NBA Players Discuss Boycotting Playoffs to Protest Jacob Blake Shooting

'At some point, we're the ones always with the microphones in our face...'

Some NBA players said they are talking with each other about boycotting playoff games because a white police officer shot a black man, Jacob Blake, in Kenosha, Wisconsin on Sunday.

Blake, who resisted arrest, survived the shooting, but his family says he is paralyzed below the waist.

Rioters have burned buildings, looted, and attacked police. The unrest has led two deaths.

Toronto Raptors players met on Wednesday morning. Point guard Fred VanVleet said “a number of things have been discussed,” CNN reported.

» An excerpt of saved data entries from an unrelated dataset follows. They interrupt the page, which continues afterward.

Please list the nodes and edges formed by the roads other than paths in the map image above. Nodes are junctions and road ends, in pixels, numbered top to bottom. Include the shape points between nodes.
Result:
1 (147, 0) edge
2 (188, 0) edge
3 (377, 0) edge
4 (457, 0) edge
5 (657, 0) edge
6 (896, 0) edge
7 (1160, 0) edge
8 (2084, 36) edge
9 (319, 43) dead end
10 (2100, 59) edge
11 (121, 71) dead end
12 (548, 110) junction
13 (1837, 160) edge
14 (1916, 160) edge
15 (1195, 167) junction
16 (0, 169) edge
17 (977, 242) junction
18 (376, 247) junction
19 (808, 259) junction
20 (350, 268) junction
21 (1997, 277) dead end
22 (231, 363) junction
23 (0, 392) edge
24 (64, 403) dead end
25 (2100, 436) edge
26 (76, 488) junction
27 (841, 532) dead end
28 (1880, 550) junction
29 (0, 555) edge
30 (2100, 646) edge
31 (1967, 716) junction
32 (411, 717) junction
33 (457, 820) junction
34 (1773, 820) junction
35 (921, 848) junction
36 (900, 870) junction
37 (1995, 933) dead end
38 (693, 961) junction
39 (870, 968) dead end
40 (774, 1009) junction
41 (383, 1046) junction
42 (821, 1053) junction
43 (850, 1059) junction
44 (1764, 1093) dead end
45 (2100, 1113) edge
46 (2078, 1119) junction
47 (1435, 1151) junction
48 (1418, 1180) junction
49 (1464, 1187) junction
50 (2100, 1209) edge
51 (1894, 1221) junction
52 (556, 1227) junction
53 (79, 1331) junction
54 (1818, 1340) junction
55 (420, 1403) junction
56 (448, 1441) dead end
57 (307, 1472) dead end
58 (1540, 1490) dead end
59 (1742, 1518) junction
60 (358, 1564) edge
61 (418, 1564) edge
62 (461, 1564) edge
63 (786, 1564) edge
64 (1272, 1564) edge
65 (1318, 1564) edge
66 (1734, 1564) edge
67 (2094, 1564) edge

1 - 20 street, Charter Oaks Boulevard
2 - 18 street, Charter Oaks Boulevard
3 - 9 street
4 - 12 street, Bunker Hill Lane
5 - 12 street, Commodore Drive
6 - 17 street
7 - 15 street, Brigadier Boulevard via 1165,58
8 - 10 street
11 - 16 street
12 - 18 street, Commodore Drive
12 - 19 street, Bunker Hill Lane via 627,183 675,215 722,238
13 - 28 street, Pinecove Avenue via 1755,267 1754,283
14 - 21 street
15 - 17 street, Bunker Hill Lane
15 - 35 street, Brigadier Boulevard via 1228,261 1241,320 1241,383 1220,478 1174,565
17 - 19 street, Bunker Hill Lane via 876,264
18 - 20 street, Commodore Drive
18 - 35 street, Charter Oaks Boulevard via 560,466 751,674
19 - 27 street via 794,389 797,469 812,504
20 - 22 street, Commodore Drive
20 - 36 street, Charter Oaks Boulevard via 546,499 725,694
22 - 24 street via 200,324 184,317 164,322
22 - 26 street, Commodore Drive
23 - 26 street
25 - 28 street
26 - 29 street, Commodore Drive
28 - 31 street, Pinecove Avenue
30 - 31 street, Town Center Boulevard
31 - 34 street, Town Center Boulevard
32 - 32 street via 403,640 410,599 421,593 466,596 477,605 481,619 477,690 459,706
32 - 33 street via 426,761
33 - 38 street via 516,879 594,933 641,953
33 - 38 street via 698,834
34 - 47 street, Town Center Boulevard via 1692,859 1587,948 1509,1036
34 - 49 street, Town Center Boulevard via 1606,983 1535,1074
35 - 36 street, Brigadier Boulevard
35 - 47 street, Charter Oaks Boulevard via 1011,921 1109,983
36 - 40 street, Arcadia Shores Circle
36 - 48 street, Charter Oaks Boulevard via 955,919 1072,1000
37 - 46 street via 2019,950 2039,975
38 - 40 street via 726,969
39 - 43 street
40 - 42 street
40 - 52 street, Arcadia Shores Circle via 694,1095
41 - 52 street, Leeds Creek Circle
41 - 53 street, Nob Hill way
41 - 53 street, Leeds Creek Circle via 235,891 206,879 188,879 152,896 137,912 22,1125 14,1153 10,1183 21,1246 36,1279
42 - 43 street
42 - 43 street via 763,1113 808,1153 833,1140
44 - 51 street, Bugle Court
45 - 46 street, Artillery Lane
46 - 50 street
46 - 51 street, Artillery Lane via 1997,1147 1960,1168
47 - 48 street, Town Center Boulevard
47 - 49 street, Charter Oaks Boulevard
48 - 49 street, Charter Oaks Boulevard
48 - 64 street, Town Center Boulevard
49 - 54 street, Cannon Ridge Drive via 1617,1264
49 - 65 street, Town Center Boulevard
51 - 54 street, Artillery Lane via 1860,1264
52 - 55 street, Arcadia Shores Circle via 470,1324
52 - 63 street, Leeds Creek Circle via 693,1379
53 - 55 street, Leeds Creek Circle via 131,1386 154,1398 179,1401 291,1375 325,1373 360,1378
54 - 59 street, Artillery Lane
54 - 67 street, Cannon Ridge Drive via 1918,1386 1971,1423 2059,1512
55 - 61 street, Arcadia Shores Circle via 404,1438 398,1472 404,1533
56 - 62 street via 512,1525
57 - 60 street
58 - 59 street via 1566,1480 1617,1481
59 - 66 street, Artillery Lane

The Raptors are scheduled to play the Celtics in Game 1 of the Conference Semifinals on Thursday.

Celtics guard Marcus Smart said a boycott is “something that’s in the back of our minds.”

VanVleet said the shooting changed his view of the playoffs because he feels that players have a responsibility to respond to public issues.

“At some point, we’re the ones always with the microphones in our face,” he said at a press conference. “We’re the ones always who have to make a stand.”

VanVleet said he was “pretty excited” about the Raptors’ advancement to the next round of the playoffs, but the shooting changed his view.

“We’re the first ones and the responsibility falls on us to make a change to stop being oppressed,” said VanVleet, who earns $9 million per year.

“Are we going to hold everybody accountable or we’re just going to put the spotlight on black people who are black athletes or entertainers and say: ‘What are you doing, what are you contributing to the community, what are you putting on the line?'”

As with the death of George Floyd — who had a long rap sheet — athletes, celebrities, and politicians said that it is unfair to consider Blake’s criminal history in his death.

Jaylen Brown, who plays for the Celtics and is the vice president of the National Basketball Players Association’s Executive Committee, said criminal history should not lead to death.

“There is an emphasis in this country on the framing of these instances, such as Jacob Blake,” Brown said. “Well, he was a convicted felon. Well, he had a history of police brutality. Well, he possibly had a weapon. This framework is not unfamiliar to people of color and African Americans. Nor does it constitute death or being shot seven times.”
“The reality is majority of African Americans and people of color have a history with the police,” he said. “It comes with the plagues of systemic oppression, lack of education, economic opportunity, housing, et cetera. And most people of color, most minority communities, have history with the police.”